College of Science

$1.13 million USGS grant funds CSUMB/NASA water-use research

South Monterey County - Photo by Enid Baxter Ryce

Ag field in South Monterey County | Photo by Enid Baxter Ryce

October 9, 2023

AJ Purdy and Lee Johnson of CSU Monterey Bay’s Department of Applied Environmental Science have received a $1.13 million award from the U.S. Geological Survey to provide continued scientific leadership and software engineering in support of OpenET.  

Publicly launched in October 2021, OpenET is a data service that provides satellite-based information on evapotranspiration (when water evaporates or transpires from plants) in accessible and usable formats for partners and stakeholders throughout the western United States. 

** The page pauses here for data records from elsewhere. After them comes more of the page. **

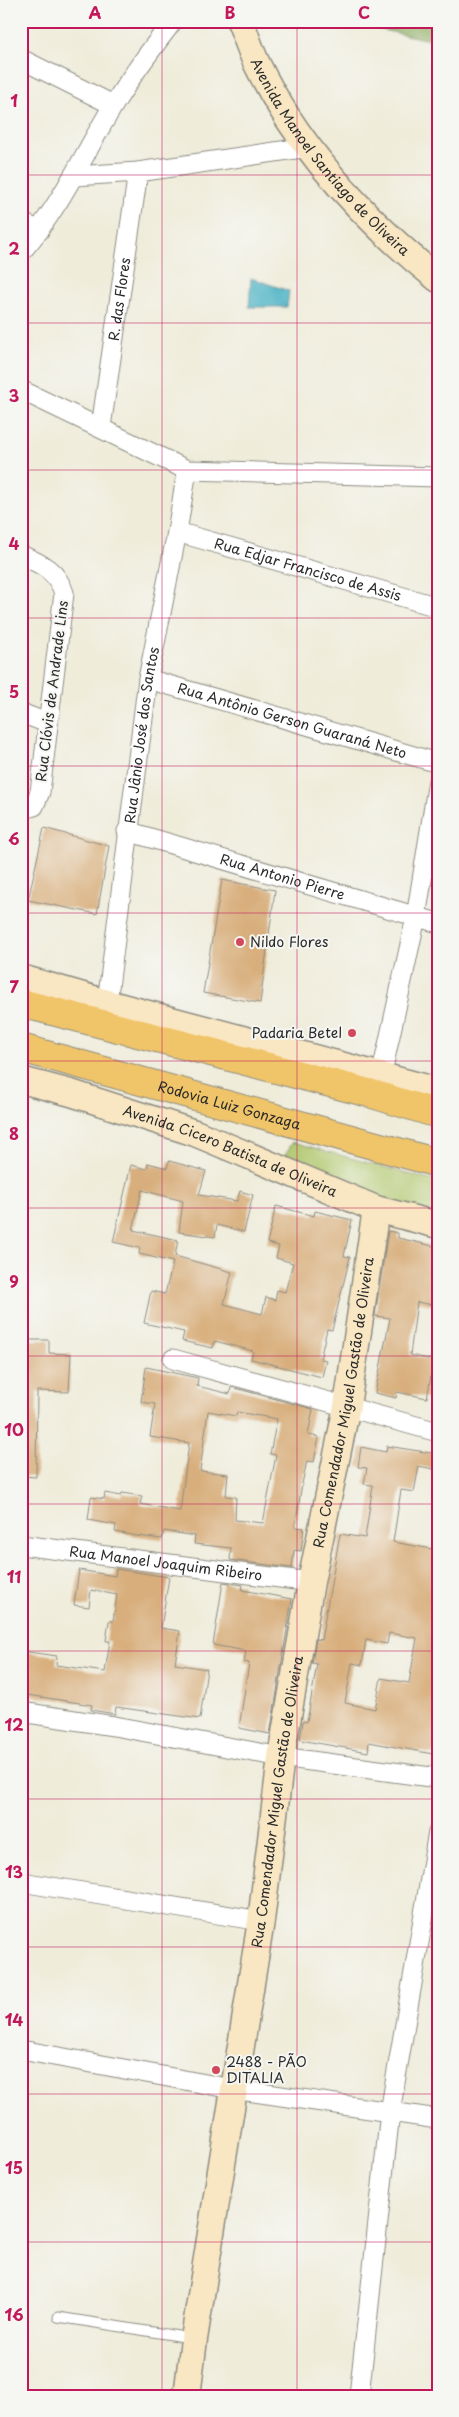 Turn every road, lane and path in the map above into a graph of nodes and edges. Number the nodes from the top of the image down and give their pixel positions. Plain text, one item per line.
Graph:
1 (173, 21) edge
2 (240, 21) edge
3 (21, 59) edge
4 (113, 105) junction
5 (309, 147) junction
6 (138, 172) junction
7 (74, 176) junction
8 (21, 222) edge
9 (40, 231) junction
10 (21, 252) edge
11 (438, 279) edge
12 (21, 390) edge
13 (101, 428) junction
14 (187, 470) junction
15 (438, 477) edge
16 (178, 532) junction
17 (21, 555) edge
18 (438, 607) edge
19 (148, 679) junction
20 (21, 713) edge
21 (47, 723) junction
22 (438, 763) edge
23 (438, 781) edge
24 (25, 810) edge
25 (127, 831) junction
26 (416, 917) junction
27 (438, 923) edge
28 (21, 978) edge
29 (21, 1003) edge
30 (107, 1003) junction
31 (21, 1048) edge
32 (381, 1077) junction
33 (21, 1080) edge
34 (438, 1091) edge
35 (438, 1114) edge
36 (438, 1163) edge
37 (376, 1209) junction
38 (438, 1225) edge
39 (172, 1359) dead end
40 (347, 1406) junction
41 (438, 1432) edge
42 (21, 1545) edge
43 (311, 1582) junction
44 (21, 1712) edge
45 (281, 1757) junction
46 (438, 1778) edge
47 (438, 1832) edge
48 (21, 1882) edge
49 (261, 1921) junction
50 (21, 2050) edge
51 (233, 2089) junction
52 (390, 2112) junction
53 (438, 2119) edge
54 (58, 2317) dead end
55 (194, 2338) junction
56 (188, 2396) edge
57 (360, 2396) edge

1 - 4 street
2 - 5 street, Avenida Manoel Santiago de Oliveira
3 - 4 street
4 - 7 street
5 - 6 street
5 - 11 street, Avenida Manoel Santiago de Oliveira
6 - 7 street
6 - 13 street, R. das Flores
7 - 9 street
8 - 9 street
9 - 10 street
12 - 13 street
13 - 14 street
14 - 15 street
14 - 16 street, Rua Jânio José dos Santos
16 - 18 street, Rua Edjar Francisco de Assis
16 - 19 street, Rua Jânio José dos Santos
17 - 21 street, Rua Clóvis de Andrade Lins
19 - 22 street, Rua Antônio Gerson Guaraná Neto
19 - 25 street, Rua Jânio José dos Santos
20 - 21 street
21 - 24 street, Rua Clóvis de Andrade Lins
23 - 26 street
25 - 26 street, Rua Antonio Pierre
25 - 30 street, Rua Jânio José dos Santos
26 - 27 street, Rua Antonio Pierre
26 - 32 street
28 - 30 street
29 - 35 highway
30 - 32 street
31 - 36 highway, Rodovia Luiz Gonzaga
32 - 34 street
33 - 37 street, Avenida Cicero Batista de Oliveira
37 - 38 street, Avenida Cicero Batista de Oliveira
37 - 40 street, Rua Comendador Miguel Gastão de Oliveira
39 - 40 street
40 - 41 street
40 - 43 street, Rua Comendador Miguel Gastão de Oliveira
42 - 43 street, Rua Manoel Joaquim Ribeiro
43 - 45 street, Rua Comendador Miguel Gastão de Oliveira
44 - 45 street
45 - 46 street
45 - 49 street, Rua Comendador Miguel Gastão de Oliveira
47 - 52 street
48 - 49 street
49 - 51 street, Rua Comendador Miguel Gastão de Oliveira
50 - 51 street
51 - 52 street
51 - 55 street, Rua Comendador Miguel Gastão de Oliveira
52 - 53 street
52 - 57 street
54 - 55 lane
55 - 56 street, Rua Comendador Miguel Gastão de Oliveira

The work is expected to lead to advances in the sustainability of water supplies for agriculture, as well as new information products with value for California farmers and wildland firefighters.

On Oct. 3, 2023, the OpenET consortium, launched the OpenET application programming interface to simplify data access and enable other software and data processing tools to use the data.

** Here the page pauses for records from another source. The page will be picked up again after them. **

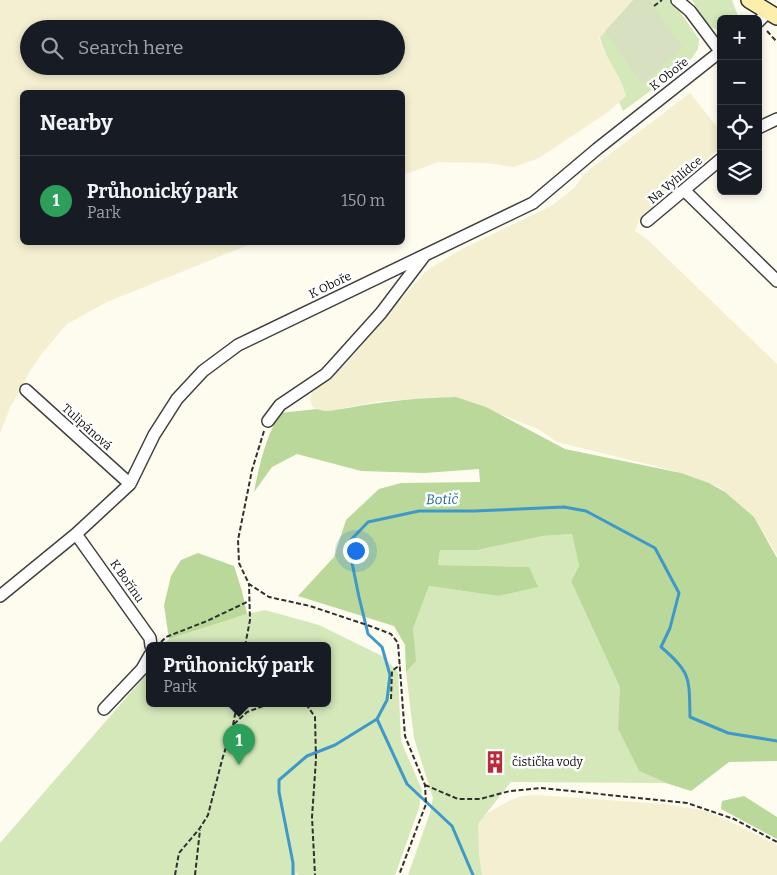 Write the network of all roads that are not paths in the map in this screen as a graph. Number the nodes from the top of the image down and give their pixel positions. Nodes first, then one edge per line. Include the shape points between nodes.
1 (677, 0) edge
2 (748, 0) edge
3 (768, 17) edge
4 (717, 46) edge
5 (717, 54) edge
6 (777, 120) edge
7 (762, 126) edge
8 (717, 162) edge
9 (684, 190) junction
10 (646, 221) dead end
11 (426, 253) junction
12 (777, 281) edge
13 (26, 390) dead end
14 (268, 422) road end
15 (130, 484) junction
16 (76, 534) junction
17 (0, 596) edge
18 (150, 642) edge
19 (146, 662) edge
20 (104, 709) dead end

1 - 4 street via 690,11
2 - 3 main road
5 - 11 street, K Oboře via 533,203
6 - 7 street
8 - 9 street, Na Vyhlídce
9 - 10 street, Na Vyhlídce
9 - 12 street
11 - 14 street via 381,313 336,364 280,405
11 - 15 street, K Oboře via 238,345 203,371 177,399 154,435
13 - 15 street, Tulipánová
15 - 16 street, K Oboře
16 - 17 street, K Oboře
16 - 18 street, K Bořínu
19 - 20 street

“OpenET fills an enormous gap in water data,” said Purdy. “We look forward to continuing to optimize and improve the delivery of relevant water data to stakeholders and we are eager to have students participate in this work." 

Both Purdy and Johnson are adjunct faculty and research scientists with CSUMB. Susan Alexander, professor and chair of the Department of Applied Environmental Science, is the CSUMB/NASA Co-op principal investigator. Forrest Melton, previously with CSUMB, and now a senior scientist at NASA Ames Research Center, is the OpenET project scientist. He was recently awarded a medal by the space agency for his work to advance the use of satellite data for water resources management while at CSUMB.

The USGS funding will support advances in the science behind OpenET and lead to further improvements in the accuracy, reliability, and usability of data from OpenET for water resources management applications ranging in scale from major watersheds to individual farms.

Locally, the CSUMB team, with funding from the California State University Agricultural Research Institute and the California Department of Food and Agriculture, collects ground-based data in commercial fields to evaluate the OpenET system’s accuracy for major Central Coast specialty crops.

Student assistants will help with data analysis, laboratory and field-based aspects of the project. The new grant builds on a 25-plus-year cooperative research program between CSUMB and NASA, as well as other collaborators.